La peligrosa elasticidad de las líneas rojas

Si algo hemos aprendido en los últimos años es que la política es el arte de ver hasta dónde llega la paciencia de la gente. Y si la gente no reacciona, el poder sigue avanzando
The post La peligrosa elasticidad de las líneas rojas first appeared on Hércules.  Hay una verdad inquietante en la política: cada vez que un gobernante cruza una línea roja sin consecuencias, esa línea se desplaza. Y lo peor de todo es que jamás vuelve a su sitio. El nuevo límite se establece, el precedente queda marcado, y lo que ayer nos parecía inaceptable, hoy se convierte en nueva normalidad. Nos acostumbramos. Callamos. Asumimos. Y la clase política, siempre atenta a medir hasta dónde llega la tolerancia social, aprovecha.

Tomemos como ejemplo el señalamiento de jueces desde el Congreso en España. Hace apenas unos años, un ataque frontal a la independencia judicial hubiera sido impensable. La separación de poderes era un pilar incuestionable (al menos en la teoría), una de esas líneas rojas que ni siquiera los más osados se atrevían a tocar. Pero bastó con que unos cuantos políticos decidieran saltársela, señalar con el dedo a magistrados que no fallaban según sus intereses, para que la línea se desdibujara. La respuesta social fue inexistente. Quizá algún tuit se puso. ¿Y qué sucedió? Que la línea avanzó. Los jueces pasaron a ser piezas de un ajedrez político, y el respeto a la Justicia, un lujo que ya no nos podemos permitir. Hemos creado un precedente del que será muy difícil escapar.

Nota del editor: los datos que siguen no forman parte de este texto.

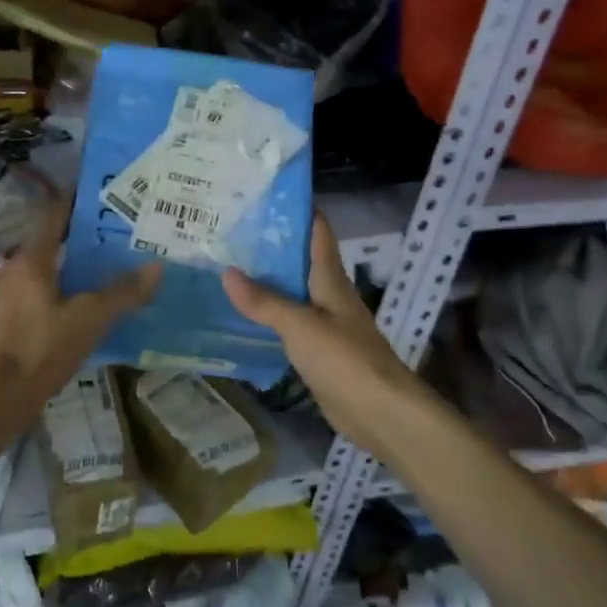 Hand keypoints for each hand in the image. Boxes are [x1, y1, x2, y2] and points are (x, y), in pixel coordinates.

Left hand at [0, 203, 161, 409]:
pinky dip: (60, 289)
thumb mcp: (90, 319)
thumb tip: (156, 267)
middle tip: (117, 235)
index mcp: (31, 259)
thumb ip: (123, 293)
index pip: (54, 214)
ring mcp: (6, 296)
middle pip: (50, 241)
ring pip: (44, 268)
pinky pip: (37, 292)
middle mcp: (14, 269)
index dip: (76, 200)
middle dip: (81, 236)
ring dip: (71, 264)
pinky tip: (81, 305)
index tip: (104, 194)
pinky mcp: (5, 320)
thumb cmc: (41, 348)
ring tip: (105, 268)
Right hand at [222, 213, 432, 455]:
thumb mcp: (300, 325)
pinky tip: (242, 315)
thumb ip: (264, 301)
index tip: (265, 194)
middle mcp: (328, 295)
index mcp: (330, 279)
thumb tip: (227, 272)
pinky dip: (268, 316)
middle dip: (271, 245)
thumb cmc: (345, 359)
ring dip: (266, 281)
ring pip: (292, 293)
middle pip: (300, 261)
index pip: (317, 232)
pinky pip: (288, 324)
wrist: (380, 412)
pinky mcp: (318, 351)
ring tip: (227, 266)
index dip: (298, 210)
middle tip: (229, 231)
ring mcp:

De esto se saca una lección: cuando la sociedad no reacciona ante estas violaciones, el precio a pagar es alto. El político, siempre hambriento de poder, lo entiende, y no desaprovecha la oportunidad. Conoce nuestras «tragaderas», nuestras debilidades, y las explota. Porque si algo hemos aprendido en los últimos años es que la política es el arte de ver hasta dónde llega la paciencia de la gente. Y si la gente no reacciona, el poder sigue avanzando.

Ocurre lo mismo con el camino que hemos tomado sacrificando la privacidad por la (falsa) seguridad. Se nos dijo que ciertos sacrificios eran temporales, que la vigilancia masiva, las restricciones de movimiento, o la intervención del Estado en aspectos privados de nuestras vidas eran necesarios, pero momentáneos. Y siempre por nuestro propio beneficio. Sin embargo, esos controles se normalizaron, las «emergencias» se perpetuaron, y la línea, una vez más, se movió. Hoy vivimos en una sociedad mucho más vigilada y controlada que hace tan solo una década, y lo aceptamos sin cuestionarlo.

La pregunta que deberíamos hacernos es: ¿cuánto estamos dispuestos a tragar? Porque cada con cada trago, les damos más poder. Cada vez que guardamos silencio ante un abuso, creamos el caldo de cultivo perfecto para el siguiente. Lo vemos en la deriva de las instituciones, lo vemos en la tolerancia ante la corrupción, y lo vemos en la impunidad con la que muchos políticos actúan. Las líneas se van moviendo, y la memoria colectiva se va borrando.

Pongamos otro ejemplo: los escándalos de corrupción. Hace años, una sospecha de corrupción era suficiente para destrozar la carrera de cualquier político. Luego bastaba con que ese político fuera imputado, y supongo que hoy bastará con obtener una foto entrando en prisión. La línea se volvió a mover. El político acusado se enroca, la maquinaria mediática se activa, y la indignación pública se diluye en el ruido de las redes sociales. Nos hemos acostumbrado. Nos han enseñado a aceptar lo inaceptable, y la línea, de nuevo, se ha desplazado.

Cada vez que un político cruza la línea del respeto institucional sin pagar el precio, esa línea se mueve un poco más. Y la sociedad, adormecida, sigue adelante como si nada. El problema es que una vez que una línea se mueve, es casi imposible hacerla retroceder. Se crea un precedente, y lo que antes parecía radical o inaceptable, pasa a formar parte del repertorio de acciones legítimas. ¿Por qué volver atrás si la gente ha demostrado que lo soporta? Lo vimos con la Ley del Solo Sí es Sí y su devastador efecto en las condenas por delitos sexuales. La reacción pública fue casi inexistente, y las consecuencias, devastadoras. La línea de protección a las víctimas se desplazó sin que nadie lo impidiera, y ahora que el daño está hecho, será casi imposible revertirlo.

¿Qué podemos hacer entonces? La respuesta es clara, aunque incómoda: no podemos permitirnos callar. La complacencia es el peor aliado de la tiranía, y cada línea roja que dejamos que se cruce sin resistencia, es una batalla perdida. Es hora de reaccionar.